*** Opening of PROVIDED DATA ***
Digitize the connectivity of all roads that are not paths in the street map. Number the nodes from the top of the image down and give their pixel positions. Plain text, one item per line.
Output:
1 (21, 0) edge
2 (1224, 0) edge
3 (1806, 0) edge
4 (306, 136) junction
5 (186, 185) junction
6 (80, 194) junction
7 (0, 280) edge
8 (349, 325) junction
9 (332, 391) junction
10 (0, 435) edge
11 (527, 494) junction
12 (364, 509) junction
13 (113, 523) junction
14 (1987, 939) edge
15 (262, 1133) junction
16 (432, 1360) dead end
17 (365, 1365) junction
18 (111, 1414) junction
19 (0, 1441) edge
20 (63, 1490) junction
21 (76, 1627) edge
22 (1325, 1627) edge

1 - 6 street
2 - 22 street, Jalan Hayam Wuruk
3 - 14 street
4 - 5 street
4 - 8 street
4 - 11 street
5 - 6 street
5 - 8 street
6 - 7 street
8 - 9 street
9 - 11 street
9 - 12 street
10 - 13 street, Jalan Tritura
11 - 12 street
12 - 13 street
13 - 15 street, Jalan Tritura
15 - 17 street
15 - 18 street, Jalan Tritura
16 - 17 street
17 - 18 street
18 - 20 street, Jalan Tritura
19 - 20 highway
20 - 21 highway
*** Close of PROVIDED DATA ***
▸ **WORK REQUIRED**
Give the data again, unchanged in every line.

▸ **ANSWER FOR THE TASK**
Digitize the connectivity of all roads that are not paths in the street map. Number the nodes from the top of the image down and give their pixel positions. Plain text, one item per line.
Output:
1 (21, 0) edge
2 (1224, 0) edge
3 (1806, 0) edge
4 (306, 136) junction
5 (186, 185) junction
6 (80, 194) junction
7 (0, 280) edge
8 (349, 325) junction
9 (332, 391) junction
10 (0, 435) edge
11 (527, 494) junction
12 (364, 509) junction
13 (113, 523) junction
14 (1987, 939) edge
15 (262, 1133) junction
16 (432, 1360) dead end
17 (365, 1365) junction
18 (111, 1414) junction
19 (0, 1441) edge
20 (63, 1490) junction
21 (76, 1627) edge
22 (1325, 1627) edge

1 - 6 street
2 - 22 street, Jalan Hayam Wuruk
3 - 14 street
4 - 5 street
4 - 8 street
4 - 11 street
5 - 6 street
5 - 8 street
6 - 7 street
8 - 9 street
9 - 11 street
9 - 12 street
10 - 13 street, Jalan Tritura
11 - 12 street
12 - 13 street
13 - 15 street, Jalan Tritura
15 - 17 street
15 - 18 street, Jalan Tritura
16 - 17 street
17 - 18 street
18 - 20 street, Jalan Tritura
19 - 20 highway
20 - 21 highway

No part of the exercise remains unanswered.